Garden-path sentences initially guide readers toward an incorrect parse that must be revised when disambiguating information arrives. This reveals parsing as incremental, serial, and commitment-based; reanalysis is an active recovery mechanism when initial predictions fail.
Examine garden-path sentences and use eye-tracking to identify parsing difficulty at disambiguation; test reanalysis times and success rates across different types of temporary ambiguities.
Garden-path effects are not mere linguistic puzzles but windows into real-time parsing mechanisms; they reveal systematic biases in how the parser commits to structure.
From your study of garden-path sentences, you know that the human parser does not wait for a complete sentence before building syntactic structure — it processes words incrementally, committing to a structural interpretation as each word arrives. And from prediction in language processing, you know that the parser actively anticipates upcoming words based on prior context, probabilistic knowledge of the language, and real-world plausibility. Parsing, reanalysis, and garden-path recovery is where these two threads converge: what happens when incremental commitment and predictive processing lead the parser somewhere wrong?
The garden-path effect illustrates the cost of commitment. In a sentence like *The horse raced past the barn fell*, readers initially analyze *raced* as the main verb (the horse is doing the racing) — a natural early commitment, since simple active clauses are far more frequent than reduced relative clauses. When *fell* arrives, the main verb slot is already filled; the parser must reanalyze the structure, recognizing that *raced past the barn* is a reduced relative clause modifying *the horse* (*the horse that was raced past the barn*). This reanalysis is costly: readers slow down, make errors, and sometimes fail to recover entirely. The garden-path is the false path the parser was led down by its own probabilistic commitments.

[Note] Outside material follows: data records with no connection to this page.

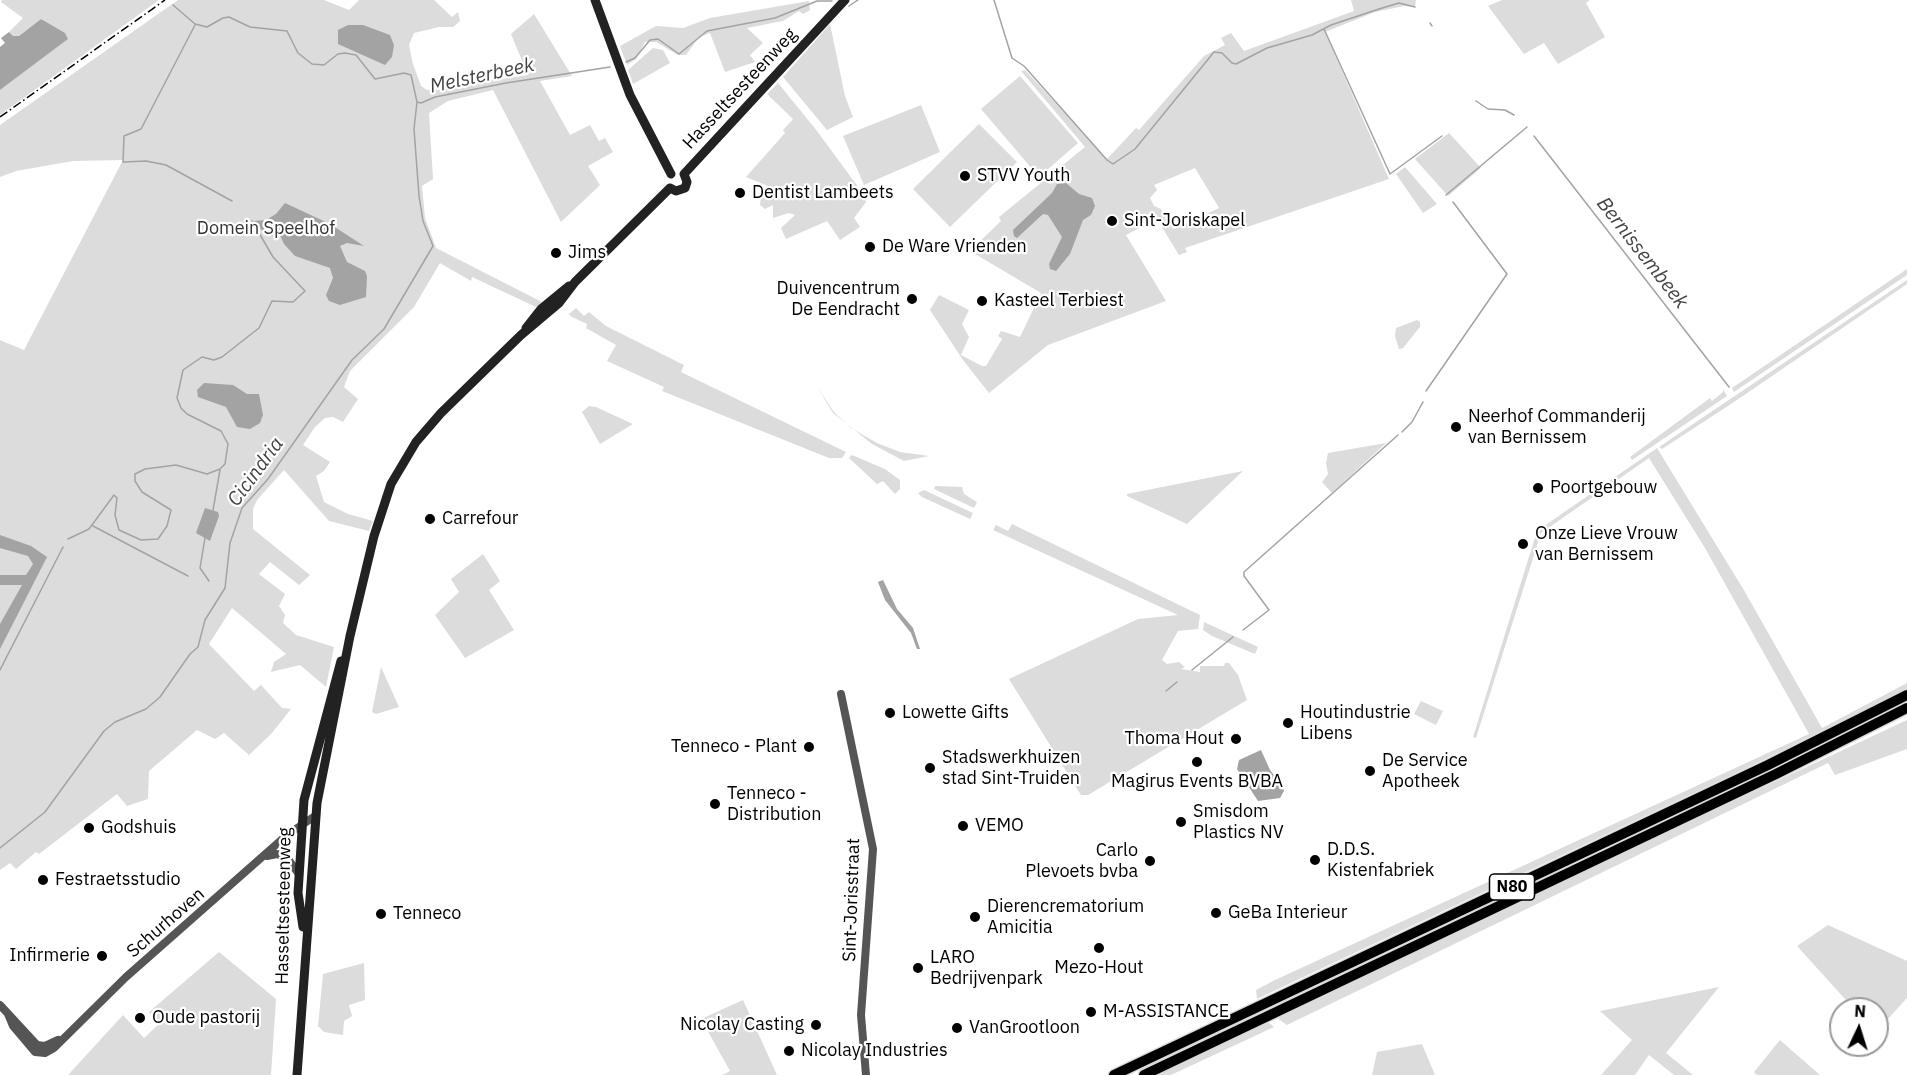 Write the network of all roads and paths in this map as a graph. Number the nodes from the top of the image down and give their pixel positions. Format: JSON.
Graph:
{"nodes":[{"id":1,"x":595,"y":0,"type":"edge"},
{"id":2,"x":844,"y":0,"type":"edge"},
{"id":3,"x":671,"y":174,"type":"junction"},
{"id":4,"x":684,"y":174,"type":"junction"},
{"id":5,"x":670,"y":188,"type":"junction"},
{"id":6,"x":350,"y":636,"type":"junction"},
{"id":7,"x":841,"y":694,"type":"dead end"},
{"id":8,"x":1907,"y":695,"type":"edge"},
{"id":9,"x":1907,"y":708,"type":"edge"},
{"id":10,"x":315,"y":816,"type":"junction"},
{"id":11,"x":302,"y":824,"type":"junction"},
{"id":12,"x":262,"y":857,"type":"junction"},
{"id":13,"x":299,"y":874,"type":"junction"},
{"id":14,"x":0,"y":1005,"type":"edge"},
{"id":15,"x":295,"y":1075,"type":"edge"},
{"id":16,"x":866,"y":1075,"type":"edge"},
{"id":17,"x":1114,"y":1075,"type":"edge"},
{"id":18,"x":1144,"y":1075,"type":"edge"}],
"edges":[{"from":1,"to":3,"type":"main road"},
{"from":2,"to":4,"type":"main road","name":"Hasseltsesteenweg"},
{"from":3,"to":4,"type":"main road"},
{"from":3,"to":5,"type":"main road"},
{"from":4,"to":5,"type":"main road"},
{"from":5,"to":6,"type":"main road","name":"Hasseltsesteenweg"},
{"from":6,"to":10,"type":"main road","name":"Hasseltsesteenweg"},
{"from":6,"to":11,"type":"main road","name":"Hasseltsesteenweg"},
{"from":7,"to":16,"type":"street","name":"Sint-Jorisstraat"},
{"from":8,"to":17,"type":"highway","number":"N80"},
{"from":9,"to":18,"type":"highway","number":"N80"},
{"from":10,"to":11,"type":"street","name":"Schurhoven"},
{"from":10,"to":15,"type":"main road","name":"Hasseltsesteenweg"},
{"from":11,"to":12,"type":"street","name":"Schurhoven"},
{"from":11,"to":13,"type":"main road","name":"Hasseltsesteenweg"},
{"from":12,"to":13,"type":"street"},
{"from":12,"to":14,"type":"street","name":"Schurhoven"},
{"from":13,"to":15,"type":"main road","name":"Hasseltsesteenweg"}]}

Reanalysis as a cognitive operation involves several distinct sub-processes. The parser must first detect that its current structural representation is incompatible with new input — a process called parsing failure detection. It must then abandon or revise the committed structure, which requires accessing and re-evaluating decisions made earlier in the sentence. Finally, it must build a new, correct representation, often under continued time pressure as new words continue to arrive. Eye-tracking studies reveal that reanalysis is marked by regressive saccades (readers' eyes move back to earlier parts of the sentence) and increased fixation times at the disambiguation point — visible signatures of the cognitive work being done.
What determines whether reanalysis succeeds or fails? Several factors have been identified. Structural complexity matters: reanalysis is harder when the new structure requires more radical reorganization of the syntactic tree that had been built. Distance matters: the further back the parser must reach to find the element that needs reanalysis, the harder recovery becomes. Working memory capacity is a significant individual-differences predictor — readers with higher working memory span are better at reanalysis, suggesting that recovery requires holding the failed structure in mind while constructing the corrected one. And semantic plausibility provides a recovery cue: in *The horse raced past the barn*, the sentence is odd but interpretable in both parses; in *The evidence examined by the lawyer was damning*, the semantics (evidence cannot examine anything) provides an early signal that the reduced-relative interpretation is correct, easing reanalysis. These findings connect parsing to the broader picture of language processing as a probabilistic, resource-sensitive system that continuously trades off speed against accuracy — committing early to likely interpretations and paying a cost when those commitments turn out to be wrong.